Welcome Back To Our Unit Trust Discussion!

I’ve been deep in QA for a while now and the wisdom of Spoon Boy perfectly sums up what I had to build in order to track an application’s health. I knew what I wanted from a system — but the existing tools didn’t allow it, so I bent them.

I will be super interested to know if any other QA people have built somethign similar or if I’m the only one on the Nebuchadnezzar!

Scores, Factors and Ranks

Now let’s talk about the structure that makes the Unit Trust system tick — a structure I believe is especially well-suited for game dev.

Sure, you can count bugs. Track open vs. fixed. Plot that on a graph and watch the lovely burndown chart go down over time.

But… that’s just a bit naff isn’t it?

You could show different lines/bars for the numbers of bugs based on their impact/severity?

Better but still a bit naff.

Breaking it down by every feature in a game? Now we’re getting somewhere.

Make it an area chart that shows each and every bug, for each feature, where the area is equal to the risk over time?

Now we’re talking — but at that point it becomes totally unreadable.

Picture every bug in your project visualised on a massive risk-area chart. It would look like a stained-glass window of chaos. The data’s valuable — but we need a better way to interpret it.

Bug Scores

The first step I took in bringing this data under control was resurrecting a simple system that I hadn’t seen used in over 20 years, bug scores! Convert Impact (the Impact type I use) into numbers and not like 1 to 5 but give each Impact a score that is an order magnitude greater than the previous. My “Trivial” bug is worth 1/50 of my “Showstopper” bugs. Why? Because these baseline numbers are much easier to work with than words, and exponential scores give us better resolution when calculating overall risk.

Bug Factors

What factors do we have? Well we’ve got:

🔹Bug Severity
🔹Bug Status
🔹Time in Status

Each of these factors alter the baseline bug score each time a round of testing is completed. Severity is the simplest to work out, I have it so that:

B class bug = baseline x 1
A class bug = baseline x 1.5
And so on..

The other two factors, I get a little more fancy with and this is where we really start to differentiate from a bog standard burndown chart. In those charts, once a bug is fixed, it’s gone. In my system, bugs cast shadows.

Warm-Ups and Cooldowns

From my experience, fixing a bug does not guarantee a feature is fixed and any experienced QA person will know that bugs like to make nest! In this system, when a bug’s status changes from Open to Fixed, a cooldown period starts. Similarly, when a bug is first added to the backlog a warm up period starts. Both of these periods are designed to represent increasing and diminishing risk associated with a particular feature.

The longer a bug is left unaddressed, the higher the baseline score increases. This is intended to reflect the fact that working on features associated with the bug but not addressing the bug really increases risk and the later it is addressed, the higher the chance there is of unintended consequences.

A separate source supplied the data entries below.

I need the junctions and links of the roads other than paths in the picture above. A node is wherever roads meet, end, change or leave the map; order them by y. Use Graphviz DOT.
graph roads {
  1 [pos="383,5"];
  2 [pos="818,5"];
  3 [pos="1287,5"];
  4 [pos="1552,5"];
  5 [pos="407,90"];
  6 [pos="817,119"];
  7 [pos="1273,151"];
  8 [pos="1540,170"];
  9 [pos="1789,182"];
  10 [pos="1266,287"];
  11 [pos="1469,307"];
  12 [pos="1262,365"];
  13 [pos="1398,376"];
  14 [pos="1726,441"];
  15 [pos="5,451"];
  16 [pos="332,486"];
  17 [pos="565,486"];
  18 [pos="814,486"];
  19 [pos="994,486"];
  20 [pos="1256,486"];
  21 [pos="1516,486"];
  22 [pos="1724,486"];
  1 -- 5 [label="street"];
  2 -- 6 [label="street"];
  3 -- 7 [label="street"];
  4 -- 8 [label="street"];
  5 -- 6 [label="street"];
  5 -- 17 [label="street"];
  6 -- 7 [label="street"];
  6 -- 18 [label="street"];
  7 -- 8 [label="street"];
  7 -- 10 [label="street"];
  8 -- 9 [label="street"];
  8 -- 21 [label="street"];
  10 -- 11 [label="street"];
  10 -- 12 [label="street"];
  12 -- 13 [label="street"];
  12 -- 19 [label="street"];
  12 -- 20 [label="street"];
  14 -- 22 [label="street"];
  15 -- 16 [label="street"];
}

These warm up and cooldown periods are also the reason we use orders of magnitude in our baseline bugs scores to begin with. You don’t want a handful of Trivial bugs slowly creeping up in risk and overshadowing Showstoppers, but if there’s a whole swarm of them, this system keeps edging them up in rank if they’re left unaddressed for LONG periods of time.


Ranks Next week!

This post is getting a bit long so we’ll save the Ranks for next week.

Hopefully this hasn’t been too nebulous — and you’re starting to see how the system works. If it’s still a bit abstract, hang in there. Once the final piece clicks into place, it should pop like an epiphany.

Take it easy, QA travellers!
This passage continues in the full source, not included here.